What needs to be done –
Below are the records; copy each line in them that holds the word "Helmholtzstraße".

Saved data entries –
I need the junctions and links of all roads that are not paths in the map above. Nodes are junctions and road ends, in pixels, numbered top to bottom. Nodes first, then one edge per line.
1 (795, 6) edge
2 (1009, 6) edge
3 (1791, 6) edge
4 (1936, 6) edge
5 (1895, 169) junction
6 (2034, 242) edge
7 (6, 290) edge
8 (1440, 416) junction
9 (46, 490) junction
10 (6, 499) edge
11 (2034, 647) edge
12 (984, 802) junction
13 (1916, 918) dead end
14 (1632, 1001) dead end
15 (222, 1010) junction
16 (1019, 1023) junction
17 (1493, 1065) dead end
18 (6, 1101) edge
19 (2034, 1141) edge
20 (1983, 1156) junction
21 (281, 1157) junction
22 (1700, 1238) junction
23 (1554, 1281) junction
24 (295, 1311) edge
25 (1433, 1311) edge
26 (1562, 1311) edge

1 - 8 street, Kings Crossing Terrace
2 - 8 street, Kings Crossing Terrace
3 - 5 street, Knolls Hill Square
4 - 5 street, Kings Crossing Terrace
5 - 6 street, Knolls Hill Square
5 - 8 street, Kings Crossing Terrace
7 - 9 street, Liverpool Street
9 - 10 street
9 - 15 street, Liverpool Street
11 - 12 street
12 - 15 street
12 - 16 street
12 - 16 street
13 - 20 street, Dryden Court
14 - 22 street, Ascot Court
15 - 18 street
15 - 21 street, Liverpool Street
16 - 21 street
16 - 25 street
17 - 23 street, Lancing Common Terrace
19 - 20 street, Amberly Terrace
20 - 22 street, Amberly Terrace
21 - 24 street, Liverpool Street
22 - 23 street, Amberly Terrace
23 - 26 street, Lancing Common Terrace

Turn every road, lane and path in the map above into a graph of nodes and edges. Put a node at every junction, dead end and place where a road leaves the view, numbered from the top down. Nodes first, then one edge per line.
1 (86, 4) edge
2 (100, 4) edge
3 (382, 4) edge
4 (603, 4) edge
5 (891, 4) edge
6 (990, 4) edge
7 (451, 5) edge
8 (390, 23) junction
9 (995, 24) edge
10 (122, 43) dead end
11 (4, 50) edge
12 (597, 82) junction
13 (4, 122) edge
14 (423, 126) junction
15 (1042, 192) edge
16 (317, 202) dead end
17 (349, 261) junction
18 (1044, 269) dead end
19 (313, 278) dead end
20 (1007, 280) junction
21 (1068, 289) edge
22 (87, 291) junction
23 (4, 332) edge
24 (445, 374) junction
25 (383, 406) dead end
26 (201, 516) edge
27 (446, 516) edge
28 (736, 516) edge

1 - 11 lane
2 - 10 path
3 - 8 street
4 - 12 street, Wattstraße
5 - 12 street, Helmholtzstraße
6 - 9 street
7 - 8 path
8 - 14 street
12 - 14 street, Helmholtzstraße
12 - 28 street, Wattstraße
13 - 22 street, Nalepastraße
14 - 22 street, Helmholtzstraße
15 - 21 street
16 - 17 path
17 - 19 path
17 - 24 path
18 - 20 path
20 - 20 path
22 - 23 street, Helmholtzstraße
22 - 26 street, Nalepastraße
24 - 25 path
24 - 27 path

Finished task –
5 - 12 street, Helmholtzstraße
12 - 14 street, Helmholtzstraße
14 - 22 street, Helmholtzstraße
22 - 23 street, Helmholtzstraße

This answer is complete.